[Stored items]
^^^^

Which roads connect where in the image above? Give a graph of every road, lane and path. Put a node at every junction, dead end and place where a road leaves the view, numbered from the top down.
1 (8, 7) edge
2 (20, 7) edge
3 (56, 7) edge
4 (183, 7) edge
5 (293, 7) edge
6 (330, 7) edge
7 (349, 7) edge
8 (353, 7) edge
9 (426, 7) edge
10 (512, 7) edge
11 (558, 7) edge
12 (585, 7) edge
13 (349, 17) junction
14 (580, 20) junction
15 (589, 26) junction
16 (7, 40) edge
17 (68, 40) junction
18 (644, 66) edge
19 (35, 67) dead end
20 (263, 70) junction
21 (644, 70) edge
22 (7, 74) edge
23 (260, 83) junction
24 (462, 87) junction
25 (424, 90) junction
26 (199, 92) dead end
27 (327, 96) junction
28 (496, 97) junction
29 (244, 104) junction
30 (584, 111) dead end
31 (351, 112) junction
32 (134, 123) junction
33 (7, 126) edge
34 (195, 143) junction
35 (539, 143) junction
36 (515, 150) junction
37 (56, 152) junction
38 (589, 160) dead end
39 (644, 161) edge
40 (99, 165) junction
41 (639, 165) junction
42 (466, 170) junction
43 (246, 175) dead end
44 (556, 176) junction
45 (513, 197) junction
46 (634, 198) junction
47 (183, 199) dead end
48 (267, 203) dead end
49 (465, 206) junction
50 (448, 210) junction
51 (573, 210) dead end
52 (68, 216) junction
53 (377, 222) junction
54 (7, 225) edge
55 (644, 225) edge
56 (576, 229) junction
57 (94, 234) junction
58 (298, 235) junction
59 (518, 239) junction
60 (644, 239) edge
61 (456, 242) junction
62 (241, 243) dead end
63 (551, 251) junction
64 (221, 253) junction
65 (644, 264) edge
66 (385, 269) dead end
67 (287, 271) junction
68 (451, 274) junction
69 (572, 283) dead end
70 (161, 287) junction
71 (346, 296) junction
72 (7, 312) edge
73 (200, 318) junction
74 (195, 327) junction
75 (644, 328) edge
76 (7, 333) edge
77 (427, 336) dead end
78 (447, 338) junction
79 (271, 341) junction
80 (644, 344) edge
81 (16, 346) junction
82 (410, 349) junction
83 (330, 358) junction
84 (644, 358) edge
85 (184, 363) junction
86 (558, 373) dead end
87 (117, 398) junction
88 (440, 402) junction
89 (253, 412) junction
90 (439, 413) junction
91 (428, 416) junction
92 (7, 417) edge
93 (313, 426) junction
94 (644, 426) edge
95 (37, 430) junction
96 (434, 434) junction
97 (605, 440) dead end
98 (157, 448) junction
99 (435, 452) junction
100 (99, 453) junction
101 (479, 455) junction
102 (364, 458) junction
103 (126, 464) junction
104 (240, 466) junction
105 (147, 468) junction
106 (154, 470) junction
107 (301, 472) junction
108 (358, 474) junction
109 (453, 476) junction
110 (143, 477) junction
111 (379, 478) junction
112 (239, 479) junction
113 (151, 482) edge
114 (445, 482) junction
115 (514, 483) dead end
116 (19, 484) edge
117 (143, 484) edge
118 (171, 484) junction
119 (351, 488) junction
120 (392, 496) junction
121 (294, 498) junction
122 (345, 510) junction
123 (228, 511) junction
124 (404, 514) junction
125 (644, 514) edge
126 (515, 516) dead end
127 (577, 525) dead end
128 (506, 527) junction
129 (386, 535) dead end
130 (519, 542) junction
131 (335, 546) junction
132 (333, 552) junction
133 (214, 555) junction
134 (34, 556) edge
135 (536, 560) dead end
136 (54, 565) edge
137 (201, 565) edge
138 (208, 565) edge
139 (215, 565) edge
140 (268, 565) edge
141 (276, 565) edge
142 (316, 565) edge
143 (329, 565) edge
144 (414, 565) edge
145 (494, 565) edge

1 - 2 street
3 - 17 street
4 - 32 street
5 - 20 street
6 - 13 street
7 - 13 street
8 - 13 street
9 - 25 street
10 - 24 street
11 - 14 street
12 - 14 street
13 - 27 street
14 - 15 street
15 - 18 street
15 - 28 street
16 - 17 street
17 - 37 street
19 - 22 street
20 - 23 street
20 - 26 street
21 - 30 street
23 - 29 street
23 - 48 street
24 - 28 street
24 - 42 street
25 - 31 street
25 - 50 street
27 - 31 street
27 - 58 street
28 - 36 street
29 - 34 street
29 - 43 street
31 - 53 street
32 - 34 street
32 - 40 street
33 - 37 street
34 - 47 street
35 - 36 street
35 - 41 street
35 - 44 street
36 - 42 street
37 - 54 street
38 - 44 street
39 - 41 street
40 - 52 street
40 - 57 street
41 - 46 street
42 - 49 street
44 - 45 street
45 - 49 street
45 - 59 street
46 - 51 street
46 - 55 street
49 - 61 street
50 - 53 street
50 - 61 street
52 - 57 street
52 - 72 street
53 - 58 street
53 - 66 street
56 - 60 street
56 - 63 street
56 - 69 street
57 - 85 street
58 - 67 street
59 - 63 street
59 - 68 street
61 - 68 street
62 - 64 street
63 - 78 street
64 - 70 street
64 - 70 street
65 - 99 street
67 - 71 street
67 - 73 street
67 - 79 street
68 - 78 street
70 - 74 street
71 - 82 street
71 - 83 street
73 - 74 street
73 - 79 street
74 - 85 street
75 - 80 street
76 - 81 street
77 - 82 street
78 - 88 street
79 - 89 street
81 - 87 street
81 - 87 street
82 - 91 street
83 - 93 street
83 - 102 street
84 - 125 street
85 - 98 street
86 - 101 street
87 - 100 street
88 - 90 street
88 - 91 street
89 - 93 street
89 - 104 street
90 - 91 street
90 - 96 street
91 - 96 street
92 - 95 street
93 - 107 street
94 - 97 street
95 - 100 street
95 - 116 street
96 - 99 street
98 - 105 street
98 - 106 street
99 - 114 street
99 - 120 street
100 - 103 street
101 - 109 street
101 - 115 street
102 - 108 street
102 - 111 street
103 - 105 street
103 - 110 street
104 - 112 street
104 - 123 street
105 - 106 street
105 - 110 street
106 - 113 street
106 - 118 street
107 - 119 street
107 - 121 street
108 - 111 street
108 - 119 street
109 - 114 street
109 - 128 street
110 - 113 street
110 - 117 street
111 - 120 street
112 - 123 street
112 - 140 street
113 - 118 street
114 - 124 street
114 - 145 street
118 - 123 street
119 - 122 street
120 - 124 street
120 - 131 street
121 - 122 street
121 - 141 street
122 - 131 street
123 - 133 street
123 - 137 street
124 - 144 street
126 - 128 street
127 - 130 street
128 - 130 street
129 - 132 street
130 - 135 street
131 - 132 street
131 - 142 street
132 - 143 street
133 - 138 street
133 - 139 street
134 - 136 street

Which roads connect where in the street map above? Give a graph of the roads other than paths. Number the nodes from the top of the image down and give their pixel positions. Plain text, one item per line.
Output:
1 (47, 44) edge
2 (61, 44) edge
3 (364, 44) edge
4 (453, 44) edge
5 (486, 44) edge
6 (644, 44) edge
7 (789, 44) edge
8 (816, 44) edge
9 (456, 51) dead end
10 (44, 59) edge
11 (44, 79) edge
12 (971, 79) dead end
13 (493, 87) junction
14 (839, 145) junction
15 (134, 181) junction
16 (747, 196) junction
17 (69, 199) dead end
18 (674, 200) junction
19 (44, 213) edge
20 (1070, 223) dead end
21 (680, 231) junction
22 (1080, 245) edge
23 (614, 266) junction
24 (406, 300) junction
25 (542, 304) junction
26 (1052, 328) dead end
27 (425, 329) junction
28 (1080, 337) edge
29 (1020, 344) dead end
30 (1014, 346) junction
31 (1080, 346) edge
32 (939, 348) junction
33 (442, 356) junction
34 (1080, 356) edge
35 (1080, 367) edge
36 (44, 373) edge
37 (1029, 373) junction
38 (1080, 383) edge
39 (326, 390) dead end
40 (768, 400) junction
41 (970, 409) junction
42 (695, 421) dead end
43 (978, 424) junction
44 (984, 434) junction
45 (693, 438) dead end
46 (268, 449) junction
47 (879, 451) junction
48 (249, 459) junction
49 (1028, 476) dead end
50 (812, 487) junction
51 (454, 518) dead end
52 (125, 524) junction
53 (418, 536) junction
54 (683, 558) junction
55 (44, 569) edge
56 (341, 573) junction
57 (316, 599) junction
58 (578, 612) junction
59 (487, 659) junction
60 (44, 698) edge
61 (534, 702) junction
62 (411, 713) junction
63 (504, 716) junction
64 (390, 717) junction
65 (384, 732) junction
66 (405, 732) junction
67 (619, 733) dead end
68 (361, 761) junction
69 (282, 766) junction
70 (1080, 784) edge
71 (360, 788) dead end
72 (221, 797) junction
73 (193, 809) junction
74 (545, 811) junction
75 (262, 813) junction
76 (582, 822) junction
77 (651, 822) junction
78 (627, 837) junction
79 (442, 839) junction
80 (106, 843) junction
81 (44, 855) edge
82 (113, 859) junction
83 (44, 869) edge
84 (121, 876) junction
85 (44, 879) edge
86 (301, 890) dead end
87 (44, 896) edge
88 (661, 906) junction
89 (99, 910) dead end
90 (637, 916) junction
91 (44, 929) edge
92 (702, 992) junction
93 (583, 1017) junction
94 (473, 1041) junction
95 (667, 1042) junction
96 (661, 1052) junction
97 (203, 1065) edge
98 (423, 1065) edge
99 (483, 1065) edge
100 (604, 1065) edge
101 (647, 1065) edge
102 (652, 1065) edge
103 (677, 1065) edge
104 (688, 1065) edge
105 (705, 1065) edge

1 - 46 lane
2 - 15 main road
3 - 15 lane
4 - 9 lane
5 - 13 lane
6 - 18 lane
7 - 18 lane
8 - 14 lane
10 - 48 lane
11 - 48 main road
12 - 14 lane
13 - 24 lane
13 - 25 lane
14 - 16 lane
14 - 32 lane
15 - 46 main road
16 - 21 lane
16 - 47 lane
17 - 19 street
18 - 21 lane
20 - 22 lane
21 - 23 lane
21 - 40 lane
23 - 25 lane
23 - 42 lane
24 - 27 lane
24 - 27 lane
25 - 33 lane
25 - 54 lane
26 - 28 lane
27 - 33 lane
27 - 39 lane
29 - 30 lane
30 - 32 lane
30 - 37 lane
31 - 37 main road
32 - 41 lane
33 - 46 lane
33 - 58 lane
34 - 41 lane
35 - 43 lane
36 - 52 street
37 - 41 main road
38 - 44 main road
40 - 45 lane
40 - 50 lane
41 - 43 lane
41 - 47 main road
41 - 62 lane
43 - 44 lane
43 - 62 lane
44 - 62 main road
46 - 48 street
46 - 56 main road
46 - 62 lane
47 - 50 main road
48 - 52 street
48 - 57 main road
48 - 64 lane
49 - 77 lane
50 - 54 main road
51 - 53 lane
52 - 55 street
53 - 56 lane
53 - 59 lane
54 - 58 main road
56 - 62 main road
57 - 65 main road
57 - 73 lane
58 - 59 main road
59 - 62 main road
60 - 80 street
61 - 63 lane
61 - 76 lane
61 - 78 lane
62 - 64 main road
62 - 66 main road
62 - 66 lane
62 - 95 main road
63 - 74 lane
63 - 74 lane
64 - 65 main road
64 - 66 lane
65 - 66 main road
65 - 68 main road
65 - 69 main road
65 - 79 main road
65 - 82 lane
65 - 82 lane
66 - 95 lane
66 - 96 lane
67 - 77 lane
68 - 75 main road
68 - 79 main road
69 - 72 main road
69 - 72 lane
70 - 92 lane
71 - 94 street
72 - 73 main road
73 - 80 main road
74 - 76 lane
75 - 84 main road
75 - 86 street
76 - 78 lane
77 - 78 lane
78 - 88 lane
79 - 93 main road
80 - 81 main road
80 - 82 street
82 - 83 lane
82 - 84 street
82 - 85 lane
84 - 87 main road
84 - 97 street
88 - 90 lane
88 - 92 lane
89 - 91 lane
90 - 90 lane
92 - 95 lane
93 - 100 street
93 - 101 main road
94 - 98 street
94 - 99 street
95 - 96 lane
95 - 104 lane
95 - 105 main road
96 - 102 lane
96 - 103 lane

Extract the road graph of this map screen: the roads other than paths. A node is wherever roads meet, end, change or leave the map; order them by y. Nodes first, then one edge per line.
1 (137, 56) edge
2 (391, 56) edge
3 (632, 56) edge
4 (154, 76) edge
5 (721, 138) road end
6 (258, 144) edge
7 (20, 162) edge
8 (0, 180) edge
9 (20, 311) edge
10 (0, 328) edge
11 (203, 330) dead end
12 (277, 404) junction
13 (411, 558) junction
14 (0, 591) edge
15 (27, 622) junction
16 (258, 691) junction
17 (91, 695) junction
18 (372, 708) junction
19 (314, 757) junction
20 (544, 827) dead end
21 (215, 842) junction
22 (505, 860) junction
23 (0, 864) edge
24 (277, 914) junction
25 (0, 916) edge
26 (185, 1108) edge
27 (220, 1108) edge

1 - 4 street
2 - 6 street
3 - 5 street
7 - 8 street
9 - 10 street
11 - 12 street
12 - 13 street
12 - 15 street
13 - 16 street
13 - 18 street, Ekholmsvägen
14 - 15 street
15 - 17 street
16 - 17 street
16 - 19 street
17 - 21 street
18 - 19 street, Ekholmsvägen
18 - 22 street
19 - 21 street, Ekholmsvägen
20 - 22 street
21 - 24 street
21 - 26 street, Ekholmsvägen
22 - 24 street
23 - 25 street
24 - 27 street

^^^^

Assignment >> The answer must be the lines from the one containing "Extract the road" through the last line of the records, copied exactly, with nothing else.

Answer section >>
Extract the road graph of this map screen: the roads other than paths. A node is wherever roads meet, end, change or leave the map; order them by y. Nodes first, then one edge per line.
1 (137, 56) edge
2 (391, 56) edge
3 (632, 56) edge
4 (154, 76) edge
5 (721, 138) road end
6 (258, 144) edge
7 (20, 162) edge
8 (0, 180) edge
9 (20, 311) edge
10 (0, 328) edge
11 (203, 330) dead end
12 (277, 404) junction
13 (411, 558) junction
14 (0, 591) edge
15 (27, 622) junction
16 (258, 691) junction
17 (91, 695) junction
18 (372, 708) junction
19 (314, 757) junction
20 (544, 827) dead end
21 (215, 842) junction
22 (505, 860) junction
23 (0, 864) edge
24 (277, 914) junction
25 (0, 916) edge
26 (185, 1108) edge
27 (220, 1108) edge

1 - 4 street
2 - 6 street
3 - 5 street
7 - 8 street
9 - 10 street
11 - 12 street
12 - 13 street
12 - 15 street
13 - 16 street
13 - 18 street, Ekholmsvägen
14 - 15 street
15 - 17 street
16 - 17 street
16 - 19 street
17 - 21 street
18 - 19 street, Ekholmsvägen
18 - 22 street
19 - 21 street, Ekholmsvägen
20 - 22 street
21 - 24 street
21 - 26 street, Ekholmsvägen
22 - 24 street
23 - 25 street
24 - 27 street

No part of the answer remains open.